I love to dance. My experience as a dancer began as a child in an American family with strong ties to our Dutch heritage. In order to maintain these ethnic roots, my parents encouraged us to participate in Dutch dancing at our church, which culminated in an annual performance at the Festival of Nations in Saint Paul, Minnesota. Whether or not I always enjoyed getting dressed up in a traditional Dutch costume complete with wooden shoes, dancing definitely got in my blood.
Dancing is also the way I became friends with Stephanie, who is now my wife. We both participated in the ballroom dance club at our university, and once we rehearsed and performed an Argentine Tango routine together, I think the future of our relationship was pretty much sealed. Since then, we have both worked as instructors at a ballroom dance studio, learned a variety of dances including traditional Mexican dancing, and my wife has created and directed dance productions for the church and community organisations. And of course, we love every opportunity to dance the night away at a salsa club, join in a Ceilidh, or swing dance at a wedding.
I love dancing for personal reasons—fond childhood memories and the centrality of dancing in my marriage—but there are several other reasons why I think dancing is a fitting activity for human beings and especially for Christians. Here are a few:
1) Because we are human. Dancing is an integral part of almost every human civilization and culture because this is a natural way to express different aspects of our humanity. Animals sometimes dance to find a mate or even find food (I just saw a seagull tap dancing outside my office window today trying to simulate rain to scare worms out of the ground for an afternoon snack), but humans dance not just to fulfill a particular need but to express and explore meaning.

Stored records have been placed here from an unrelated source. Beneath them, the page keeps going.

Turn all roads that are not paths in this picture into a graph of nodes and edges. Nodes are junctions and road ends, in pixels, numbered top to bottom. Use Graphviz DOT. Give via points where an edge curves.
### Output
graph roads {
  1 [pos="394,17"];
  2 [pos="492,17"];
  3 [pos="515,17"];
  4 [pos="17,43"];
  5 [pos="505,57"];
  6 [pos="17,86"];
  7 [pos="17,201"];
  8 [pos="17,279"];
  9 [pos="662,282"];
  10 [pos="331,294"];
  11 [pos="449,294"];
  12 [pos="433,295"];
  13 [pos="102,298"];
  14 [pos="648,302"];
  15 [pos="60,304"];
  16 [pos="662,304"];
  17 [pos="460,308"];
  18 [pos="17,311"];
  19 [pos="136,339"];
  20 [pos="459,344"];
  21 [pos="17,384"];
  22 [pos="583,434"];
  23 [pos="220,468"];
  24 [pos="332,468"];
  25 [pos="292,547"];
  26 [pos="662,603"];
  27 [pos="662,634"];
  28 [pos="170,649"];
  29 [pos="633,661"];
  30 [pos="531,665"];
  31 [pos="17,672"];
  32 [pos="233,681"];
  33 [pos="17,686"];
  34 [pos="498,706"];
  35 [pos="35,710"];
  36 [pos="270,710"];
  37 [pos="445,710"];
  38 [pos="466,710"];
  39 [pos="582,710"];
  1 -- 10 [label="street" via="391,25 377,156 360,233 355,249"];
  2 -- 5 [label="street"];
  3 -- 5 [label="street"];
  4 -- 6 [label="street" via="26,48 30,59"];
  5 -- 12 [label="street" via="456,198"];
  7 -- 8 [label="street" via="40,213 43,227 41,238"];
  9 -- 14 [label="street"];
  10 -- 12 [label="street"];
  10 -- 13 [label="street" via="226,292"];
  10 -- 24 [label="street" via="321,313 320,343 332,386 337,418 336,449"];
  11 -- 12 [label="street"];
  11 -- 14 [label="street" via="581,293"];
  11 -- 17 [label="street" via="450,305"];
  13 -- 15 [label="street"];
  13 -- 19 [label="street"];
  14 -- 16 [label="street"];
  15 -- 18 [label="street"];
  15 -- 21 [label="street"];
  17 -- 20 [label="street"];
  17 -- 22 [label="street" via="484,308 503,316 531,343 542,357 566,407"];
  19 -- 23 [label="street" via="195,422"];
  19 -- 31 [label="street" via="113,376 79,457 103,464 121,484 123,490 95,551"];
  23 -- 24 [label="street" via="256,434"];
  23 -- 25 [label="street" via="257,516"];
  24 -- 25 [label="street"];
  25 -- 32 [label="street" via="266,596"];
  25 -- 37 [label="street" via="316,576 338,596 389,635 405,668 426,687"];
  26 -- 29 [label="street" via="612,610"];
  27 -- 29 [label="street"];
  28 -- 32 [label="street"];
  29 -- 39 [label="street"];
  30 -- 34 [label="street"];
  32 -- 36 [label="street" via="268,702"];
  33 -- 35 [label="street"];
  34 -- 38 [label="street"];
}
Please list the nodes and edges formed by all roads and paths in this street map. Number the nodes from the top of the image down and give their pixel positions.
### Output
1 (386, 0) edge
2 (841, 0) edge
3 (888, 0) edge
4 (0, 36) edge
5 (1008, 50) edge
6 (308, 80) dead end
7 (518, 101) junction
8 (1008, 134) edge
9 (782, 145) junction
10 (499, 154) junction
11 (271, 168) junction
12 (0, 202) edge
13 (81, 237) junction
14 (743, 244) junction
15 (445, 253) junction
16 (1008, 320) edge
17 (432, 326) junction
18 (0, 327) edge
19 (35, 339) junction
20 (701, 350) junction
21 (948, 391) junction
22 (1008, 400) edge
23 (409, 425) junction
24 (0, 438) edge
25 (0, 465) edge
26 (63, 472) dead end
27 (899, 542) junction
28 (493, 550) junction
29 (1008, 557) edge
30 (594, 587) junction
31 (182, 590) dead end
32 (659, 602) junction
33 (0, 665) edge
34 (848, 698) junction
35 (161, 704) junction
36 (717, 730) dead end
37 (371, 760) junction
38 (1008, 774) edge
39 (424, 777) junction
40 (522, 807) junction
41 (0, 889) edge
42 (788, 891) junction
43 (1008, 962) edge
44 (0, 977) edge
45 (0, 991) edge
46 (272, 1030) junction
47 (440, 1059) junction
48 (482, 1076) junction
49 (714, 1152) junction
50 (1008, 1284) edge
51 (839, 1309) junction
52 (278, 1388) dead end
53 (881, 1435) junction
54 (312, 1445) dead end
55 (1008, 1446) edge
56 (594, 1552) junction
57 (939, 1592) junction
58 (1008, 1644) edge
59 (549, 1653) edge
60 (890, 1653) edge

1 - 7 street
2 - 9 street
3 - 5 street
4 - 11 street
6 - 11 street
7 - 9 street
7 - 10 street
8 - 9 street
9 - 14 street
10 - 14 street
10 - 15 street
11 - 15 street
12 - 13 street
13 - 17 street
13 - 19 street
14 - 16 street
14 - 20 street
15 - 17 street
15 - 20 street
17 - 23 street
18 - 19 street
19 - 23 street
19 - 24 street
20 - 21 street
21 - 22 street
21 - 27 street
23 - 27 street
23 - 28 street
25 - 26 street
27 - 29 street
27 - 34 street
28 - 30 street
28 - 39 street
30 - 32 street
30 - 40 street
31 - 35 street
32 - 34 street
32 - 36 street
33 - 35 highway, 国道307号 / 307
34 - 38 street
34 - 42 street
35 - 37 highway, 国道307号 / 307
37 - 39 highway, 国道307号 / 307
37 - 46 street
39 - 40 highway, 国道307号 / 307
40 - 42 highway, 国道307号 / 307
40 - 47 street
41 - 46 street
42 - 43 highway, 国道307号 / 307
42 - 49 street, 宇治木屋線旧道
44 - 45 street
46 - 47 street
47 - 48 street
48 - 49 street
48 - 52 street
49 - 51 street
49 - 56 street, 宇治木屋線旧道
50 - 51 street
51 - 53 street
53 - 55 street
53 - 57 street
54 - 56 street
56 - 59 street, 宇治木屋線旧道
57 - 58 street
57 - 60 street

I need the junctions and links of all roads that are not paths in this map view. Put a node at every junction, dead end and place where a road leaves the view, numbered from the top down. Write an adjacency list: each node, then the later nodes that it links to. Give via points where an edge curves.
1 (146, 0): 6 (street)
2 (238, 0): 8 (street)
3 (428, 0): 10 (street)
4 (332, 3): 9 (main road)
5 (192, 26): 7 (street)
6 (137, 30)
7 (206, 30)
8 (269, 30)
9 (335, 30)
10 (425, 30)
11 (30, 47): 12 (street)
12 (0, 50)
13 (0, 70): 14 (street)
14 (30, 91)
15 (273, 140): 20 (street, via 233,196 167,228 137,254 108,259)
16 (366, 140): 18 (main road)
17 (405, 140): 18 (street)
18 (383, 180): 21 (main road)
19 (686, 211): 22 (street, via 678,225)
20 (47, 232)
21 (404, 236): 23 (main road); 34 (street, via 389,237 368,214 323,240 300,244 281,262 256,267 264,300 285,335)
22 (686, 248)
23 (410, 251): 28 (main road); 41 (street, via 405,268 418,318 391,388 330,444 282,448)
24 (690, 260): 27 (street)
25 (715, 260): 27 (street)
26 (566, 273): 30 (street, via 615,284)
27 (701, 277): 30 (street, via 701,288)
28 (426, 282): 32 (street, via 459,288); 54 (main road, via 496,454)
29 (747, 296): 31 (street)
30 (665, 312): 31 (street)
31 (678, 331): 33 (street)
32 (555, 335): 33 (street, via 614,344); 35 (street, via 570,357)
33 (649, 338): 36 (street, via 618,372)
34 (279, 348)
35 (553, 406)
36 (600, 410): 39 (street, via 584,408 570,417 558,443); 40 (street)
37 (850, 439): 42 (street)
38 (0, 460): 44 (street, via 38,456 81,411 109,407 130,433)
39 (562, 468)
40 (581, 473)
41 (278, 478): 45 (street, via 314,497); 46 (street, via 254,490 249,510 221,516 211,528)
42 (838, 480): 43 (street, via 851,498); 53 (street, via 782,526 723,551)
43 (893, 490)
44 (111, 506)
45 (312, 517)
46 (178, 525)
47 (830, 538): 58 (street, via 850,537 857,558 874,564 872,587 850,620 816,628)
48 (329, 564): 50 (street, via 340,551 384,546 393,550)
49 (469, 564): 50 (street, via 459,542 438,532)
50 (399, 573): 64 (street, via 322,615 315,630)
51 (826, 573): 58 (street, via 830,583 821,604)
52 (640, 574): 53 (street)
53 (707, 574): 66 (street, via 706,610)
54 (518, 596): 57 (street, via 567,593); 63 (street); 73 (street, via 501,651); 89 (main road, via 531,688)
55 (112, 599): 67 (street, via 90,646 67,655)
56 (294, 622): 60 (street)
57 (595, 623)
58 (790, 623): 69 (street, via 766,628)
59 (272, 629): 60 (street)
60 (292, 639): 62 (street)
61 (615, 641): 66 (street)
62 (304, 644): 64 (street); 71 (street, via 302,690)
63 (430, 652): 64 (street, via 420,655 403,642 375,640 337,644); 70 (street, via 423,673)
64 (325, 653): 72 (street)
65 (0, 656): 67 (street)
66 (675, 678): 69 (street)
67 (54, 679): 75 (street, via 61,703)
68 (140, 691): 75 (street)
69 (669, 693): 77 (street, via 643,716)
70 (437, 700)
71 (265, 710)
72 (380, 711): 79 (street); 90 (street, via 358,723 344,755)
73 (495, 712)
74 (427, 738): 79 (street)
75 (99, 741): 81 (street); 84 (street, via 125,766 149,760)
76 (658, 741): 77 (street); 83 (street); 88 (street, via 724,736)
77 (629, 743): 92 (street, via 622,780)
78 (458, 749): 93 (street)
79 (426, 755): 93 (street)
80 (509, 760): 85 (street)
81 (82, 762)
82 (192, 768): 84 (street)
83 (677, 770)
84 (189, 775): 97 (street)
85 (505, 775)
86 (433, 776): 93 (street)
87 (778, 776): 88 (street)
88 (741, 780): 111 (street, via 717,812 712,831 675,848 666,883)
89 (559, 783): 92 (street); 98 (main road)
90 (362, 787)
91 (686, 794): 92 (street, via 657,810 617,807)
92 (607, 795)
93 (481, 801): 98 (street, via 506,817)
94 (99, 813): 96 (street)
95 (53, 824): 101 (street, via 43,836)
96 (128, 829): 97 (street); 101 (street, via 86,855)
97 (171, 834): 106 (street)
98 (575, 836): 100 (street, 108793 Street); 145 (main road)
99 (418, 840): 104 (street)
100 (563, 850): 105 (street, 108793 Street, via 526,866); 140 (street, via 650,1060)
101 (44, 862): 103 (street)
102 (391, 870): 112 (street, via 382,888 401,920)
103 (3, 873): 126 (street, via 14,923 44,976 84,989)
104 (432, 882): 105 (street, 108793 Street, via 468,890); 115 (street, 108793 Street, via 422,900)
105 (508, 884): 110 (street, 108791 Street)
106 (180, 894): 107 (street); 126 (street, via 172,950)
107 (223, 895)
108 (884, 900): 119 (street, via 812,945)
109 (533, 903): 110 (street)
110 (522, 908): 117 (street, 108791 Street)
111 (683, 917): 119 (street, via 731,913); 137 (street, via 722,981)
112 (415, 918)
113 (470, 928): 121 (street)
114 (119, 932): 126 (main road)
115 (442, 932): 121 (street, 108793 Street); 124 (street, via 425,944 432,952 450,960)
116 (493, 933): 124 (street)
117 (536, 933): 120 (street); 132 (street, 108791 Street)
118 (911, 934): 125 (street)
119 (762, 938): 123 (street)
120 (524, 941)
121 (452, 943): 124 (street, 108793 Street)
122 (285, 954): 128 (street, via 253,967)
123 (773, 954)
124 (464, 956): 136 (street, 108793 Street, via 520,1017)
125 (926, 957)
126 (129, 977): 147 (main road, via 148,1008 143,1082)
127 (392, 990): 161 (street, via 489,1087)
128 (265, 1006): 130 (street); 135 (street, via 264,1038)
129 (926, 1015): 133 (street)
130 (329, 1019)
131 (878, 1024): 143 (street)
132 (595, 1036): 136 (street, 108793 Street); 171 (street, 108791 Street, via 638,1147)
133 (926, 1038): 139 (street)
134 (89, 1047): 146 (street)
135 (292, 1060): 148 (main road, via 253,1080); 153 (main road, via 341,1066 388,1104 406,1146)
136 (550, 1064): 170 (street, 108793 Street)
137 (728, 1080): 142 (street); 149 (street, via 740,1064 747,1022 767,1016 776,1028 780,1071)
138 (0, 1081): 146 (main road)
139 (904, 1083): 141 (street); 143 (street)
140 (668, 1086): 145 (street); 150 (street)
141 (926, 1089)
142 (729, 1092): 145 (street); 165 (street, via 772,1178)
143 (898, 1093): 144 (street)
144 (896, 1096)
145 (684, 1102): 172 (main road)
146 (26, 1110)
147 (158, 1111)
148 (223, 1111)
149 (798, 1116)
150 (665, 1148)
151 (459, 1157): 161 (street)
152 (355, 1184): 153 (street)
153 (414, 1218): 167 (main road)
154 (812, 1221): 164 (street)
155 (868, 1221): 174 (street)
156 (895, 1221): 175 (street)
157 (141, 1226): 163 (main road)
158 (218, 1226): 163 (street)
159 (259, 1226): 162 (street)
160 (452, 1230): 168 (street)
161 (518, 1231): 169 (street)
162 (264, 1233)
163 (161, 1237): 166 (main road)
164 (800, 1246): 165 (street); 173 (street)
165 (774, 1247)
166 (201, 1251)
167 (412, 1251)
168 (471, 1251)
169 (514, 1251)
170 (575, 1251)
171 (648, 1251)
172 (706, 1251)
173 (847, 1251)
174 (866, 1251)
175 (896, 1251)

2) Because bodies are good. God created everything very good and that includes our bodies, which have incredible capabilities. There are plenty of ways in which bodies are broken and abused because of sin, but dancing is one way that we can express the goodness of being embodied.
3) Because dancing is enjoyable. It feels really good to dance, especially if you dance just to dance and not to impress anyone else. There is deep joy in dancing because this is one way our bodies were intended to move. Of course, dancing is also used to express other emotions such as fear and sorrow, but even in those dances there is a kind of joy in being able to express these emotions in such a beautiful way.
4) Because dancing is beautiful. Dancing is an art, a creative act that produces extraordinary beauty. The beauty of dance gives us a glimpse of God’s own beauty in his creation.
5) Because dancing builds community. Dancing is often enjoyed with other people, and in fact, many people around the world dance when they come together as a community, whether for special occasions or just for fun. Either way, dancing builds community by bringing people together and providing a practical way for people to interact, even if they are simply watching.
6) Because dancing is worshipful. Scripture is replete with examples of God’s people dancing in order to worship God, and many Christians today continue this practice in their corporate worship gatherings. Worshipful dance is not limited to worship gatherings, however; whenever bodies move in beautiful, constructive ways, worship can happen.